Professor Malcolm Harrington, who carried out the first three independent reviews of the work capability assessment told the work and pensions committee last week that he 'did not trust Atos', that the DWP team set up to implement his recommendations was 'disbanded' and that the system was 'wrong at every stage'.
Professor Malcolm Harrington and Dr Paul Litchfield gave evidence to the Work & Pensions Committee on 14 May 2014 about the Work Capability Assessment and the outcomes and progress on recommendations in their respective reviews.
Professor Harrington made it clear that the principle of having a process of assessment was not wrong, rather that there was something wrong at every stage of the process.
“I thought it was impersonal, mechanistic and lacked transparency and there was poor communication, both between the parties taking part in the assessment and to the claimant.
“You have to have some system of assessment, but it has to be more humane and more individual-focused.”
Both Professor Harrington and Dr Litchfield have made comments that the decision maker should be central to the process and that this works better when they have direct contact with the medical assessors.
“When they all knew each other and talked to each other and it seemed to work a lot better.”
Harrington says, however, that although those “people working inside the Department made a serious effort to improve the way in which they did their bit… I did not trust Atos to get a sufficiently good assessment done, but the fact that there seems to be no improvement at all, I find very disappointing.”
Professor Harrington also raised concerns about the quality of personnel employed by Atos to carry out the assessments:
“You are asking supposedly highly qualified people to do a very boring job and some of them admit that they are not actually looking at these people—they are not caring for them, they are processing them.
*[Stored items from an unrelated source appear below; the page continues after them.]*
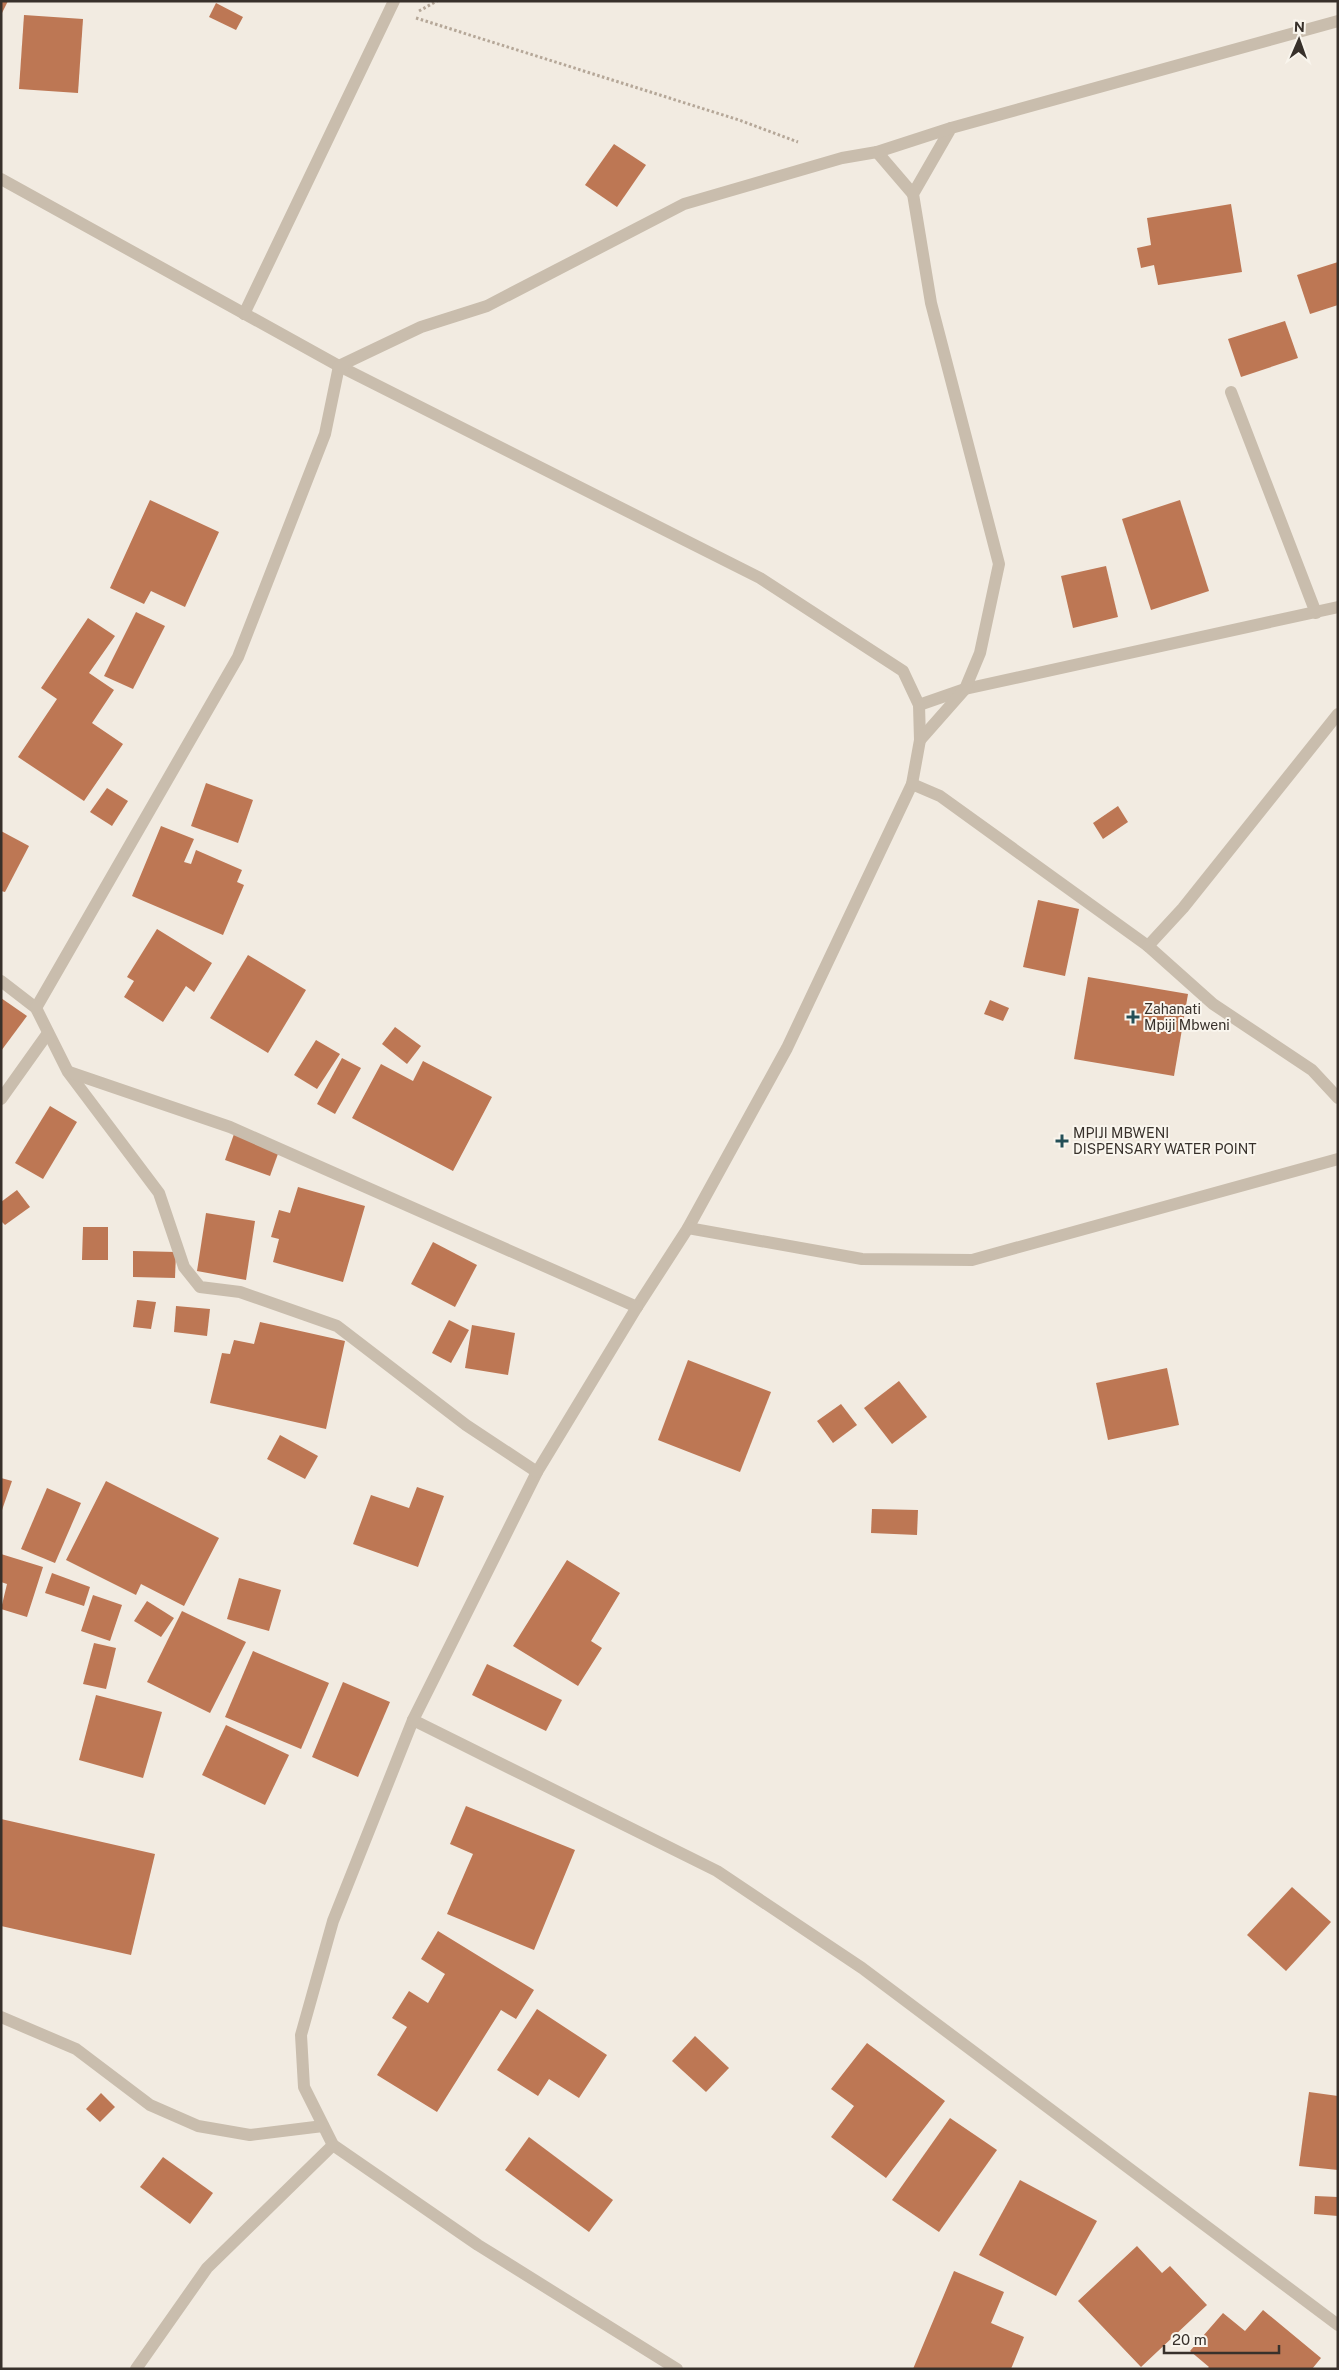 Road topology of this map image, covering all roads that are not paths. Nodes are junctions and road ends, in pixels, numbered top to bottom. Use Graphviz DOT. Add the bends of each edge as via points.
graph roads {
  1 [pos="394,1"];
  2 [pos="1338,21"];
  3 [pos="951,128"];
  4 [pos="877,152"];
  5 [pos="1,179"];
  6 [pos="914,194"];
  7 [pos="244,314"];
  8 [pos="339,366"];
  9 [pos="1231,392"];
  10 [pos="1338,607"];
  11 [pos="1316,613"];
  12 [pos="965,689"];
  13 [pos="919,705"];
  14 [pos="1338,714"];
  15 [pos="920,740"];
  16 [pos="912,784"];
  17 [pos="1148,946"];
  18 [pos="1,981"];
  19 [pos="36,1008"];
  20 [pos="48,1033"];
  21 [pos="68,1072"];
  22 [pos="1338,1098"];
  23 [pos="1,1099"];
  24 [pos="1338,1159"];
  25 [pos="688,1228"];
  26 [pos="637,1307"];
  27 [pos="537,1472"];
  28 [pos="413,1720"];
  29 [pos="1,2017"];
  30 [pos="323,2126"];
  31 [pos="333,2145"];
  32 [pos="1338,2324"];
  33 [pos="136,2369"];
  34 [pos="677,2369"];
  1 -- 7 [label="street"];
  2 -- 3 [label="street"];
  3 -- 4 [label="street"];
  3 -- 6 [label="street"];
  4 -- 6 [label="street"];
  4 -- 8 [label="street" via="842,158 684,204 486,306 421,327"];
  5 -- 7 [label="street"];
  6 -- 12 [label="street" via="931,302 999,564 980,653"];
  7 -- 8 [label="street"];
  8 -- 13 [label="street" via="760,578 903,671"];
  8 -- 19 [label="street" via="325,434 238,657"];
  9 -- 11 [label="street"];
  10 -- 11 [label="street"];
  11 -- 12 [label="street"];
  12 -- 13 [label="street"];
  12 -- 15 [label="street"];
  13 -- 15 [label="street"];
  14 -- 17 [label="street" via="1184,908"];
  15 -- 16 [label="street"];
  16 -- 17 [label="street" via="940,796"];
  16 -- 25 [label="street" via="787,1048"];
  17 -- 22 [label="street" via="1213,1004 1312,1070"];
  18 -- 19 [label="street"];
  19 -- 20 [label="street"];
  20 -- 21 [label="street"];
  20 -- 23 [label="street"];
  21 -- 26 [label="street" via="230,1127"];
  21 -- 27 [label="street" via="159,1193 184,1267 200,1287 240,1292 337,1326 466,1426"];
  24 -- 25 [label="street" via="972,1260 862,1259"];
  25 -- 26 [label="street"];
  26 -- 27 [label="street"];
  27 -- 28 [label="street"];
  28 -- 30 [label="street" via="333,1921 301,2035 304,2087"];
  28 -- 32 [label="street" via="717,1871 862,1968"];
  29 -- 30 [label="street" via="76,2049 150,2105 198,2126 250,2135"];
  30 -- 31 [label="street"];
  31 -- 33 [label="street" via="208,2268"];
  31 -- 34 [label="street" via="478,2245"];
}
The danger is that the quality of the people who do that will not be of the optimum.”
He went on to say: “I think we ought to look seriously at alternatives to the private contractor. I talked to Kate Green (Shadow Minister for Disabled People) a bit about this, just kicking around ideas about whether the provident associations and the charities, with their medical advisers and a process of triage, could not actually get a better job done than we currently have with a private contractor doing it.”
Professor Harrington made further comments about how the system appeared to work well in the pilot areas when incapacity benefit claimants were reassessed (migrated), which he puts down to the decision makers having more time to make decisions, without the pressures of targets. This failed to work well when they were told they had to make 10 – 12 decisions a day.
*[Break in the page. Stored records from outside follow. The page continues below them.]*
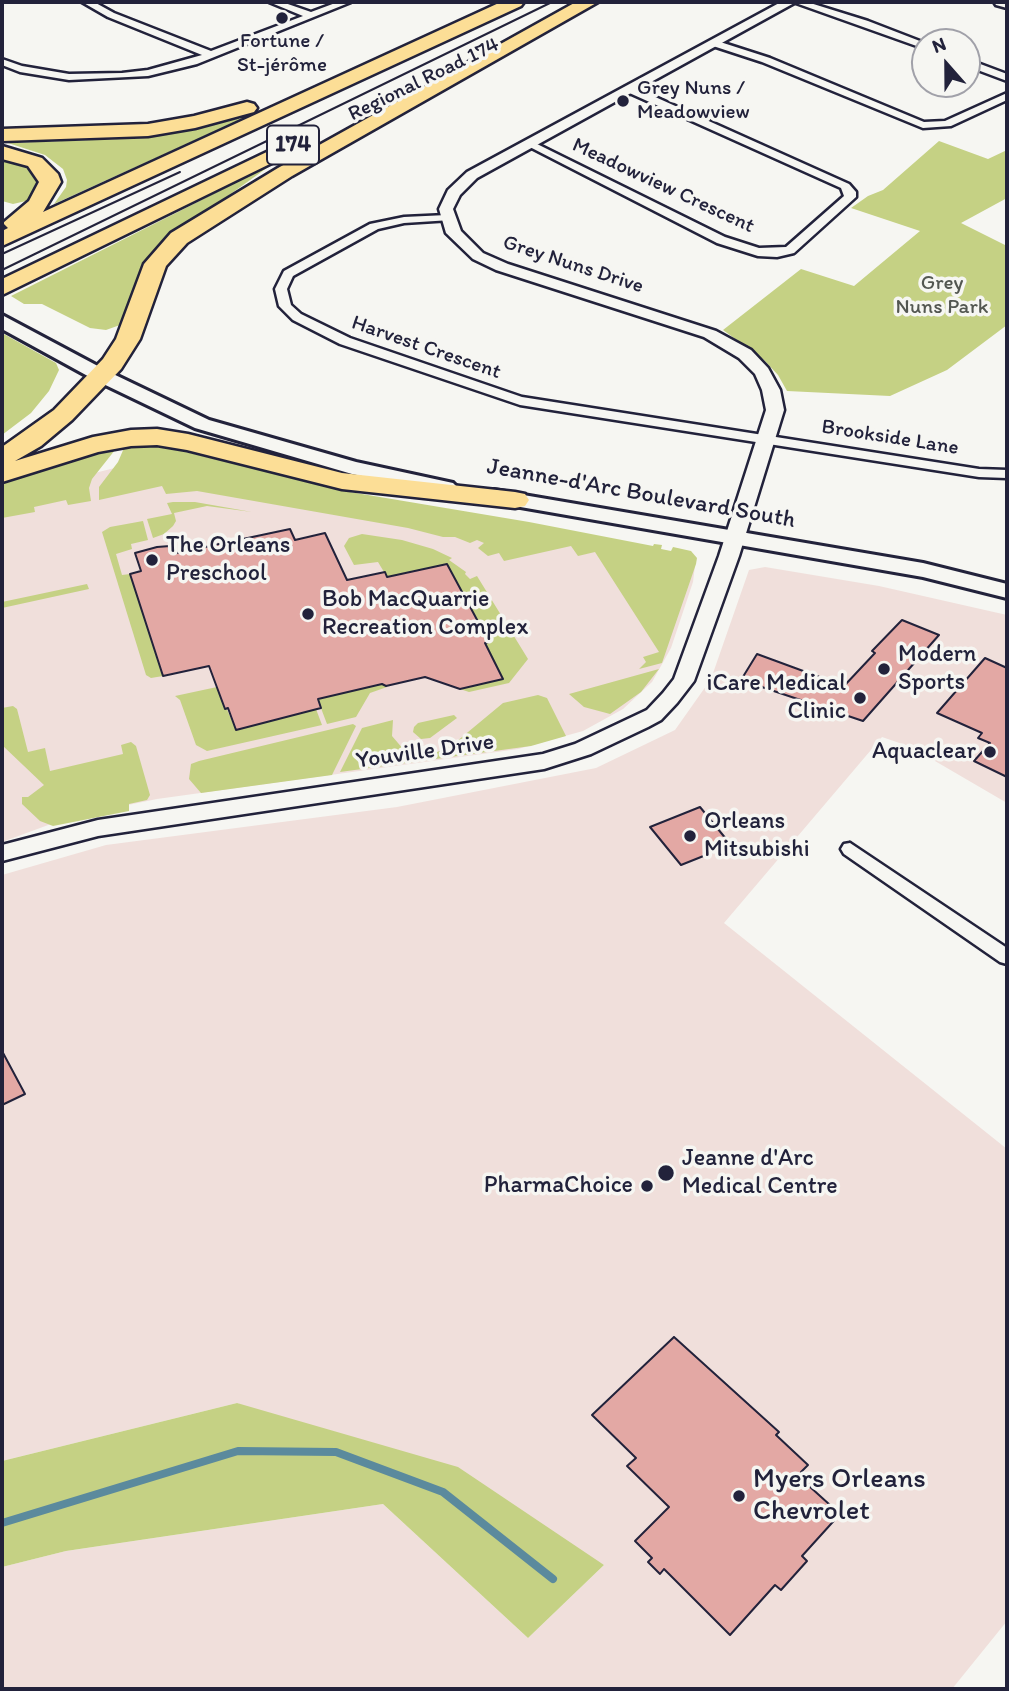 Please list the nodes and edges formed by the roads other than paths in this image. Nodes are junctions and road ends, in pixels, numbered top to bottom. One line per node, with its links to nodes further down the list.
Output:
1 (87, 2): 14 (street)
2 (274, 2): 11 (street)
3 (346, 2): 11 (street)
4 (514, 2): 20 (highway); 25 (highway, Regional Road 174 / 174)
5 (583, 2): 26 (highway, Regional Road 174 / 174)
6 (589, 2): 27 (highway)
7 (790, 2): 13 (street)
8 (798, 2): 12 (street)
9 (1000, 2): 10 (street)
10 (1007, 4)
11 (313, 16): 14 (street)
12 (911, 41)
13 (714, 43): 18 (street); 19 (street)
14 (211, 55): 15 (street)
15 (4, 65)
16 (981, 68): 17 (street)
17 (1007, 78)
18 (629, 89): 21 (street); 21 (street, Meadowview Crescent)
19 (1007, 96)
20 (2, 135)
21 (529, 144): 23 (street)
22 (2, 152): 24 (highway)
23 (447, 218): 28 (street, Grey Nuns Drive); 28 (street, Harvest Crescent)
24 (2, 231)
25 (2, 240)
26 (3, 303): 27 (main road, Jeanne-d'Arc Boulevard South)
27 (100, 369): 29 (highway); 30 (highway); 33 (main road, Jeanne-d'Arc Boulevard South)
28 (766, 440): 32 (street, Brookside Lane); 34 (street, Grey Nuns Drive)
29 (2, 445)
30 (2, 458)
31 (2, 474): 33 (highway)
32 (1007, 474)
33 (515, 500): 34 (main road, Jeanne-d'Arc Boulevard South)
34 (734, 536): 35 (main road, Jeanne-d'Arc Boulevard South); 37 (street, Youville Drive)
35 (1007, 591)
36 (850, 849): 38 (street)
37 (2, 853)
38 (1007, 957)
He stated that the process for reassessment for certain conditions is flawed:
“I think the frequency of reassessments is illogical. They are not looking at individual cases. Some of those people come back for another assessment when it is clear that they don’t need one.
“Some are going to be in a deteriorating condition, like Parkinson’s, and are never going to work, so why don’t we just make that decision now and give them the support they need?”
And for groups of people with particular health conditions: “Doing it the way the DWP are doing it at the moment, using outside contractors and a computerised system, does not work well.
“I think.. you would have to have semi-specialised individualised to deal with some of the groups, like people with mental health and learning disabilities. Those assessors ought to have some degree of training specifically in that.”
He found that, despite his reports being welcomed, there were no resources to be able to make the necessary changes:
“The dedicated team I had in Leeds that was driving a lot of the recommendations was disbanded or downgraded or something, so that sort of the disappeared and that momentum went as well.”
He also raised concern that no alteration has been made regarding fluctuating conditions:
“As you know, some of these conditions vary greatly from month to month, or week to week, and quite dramatically. One week you might be able to work, and another week you cannot work at all. For the Government to say that there is no need to change the descriptors for fluctuation is wrong.
“The Government have also missed a trick over introducing a sliding scale, as I would call it, for the points.”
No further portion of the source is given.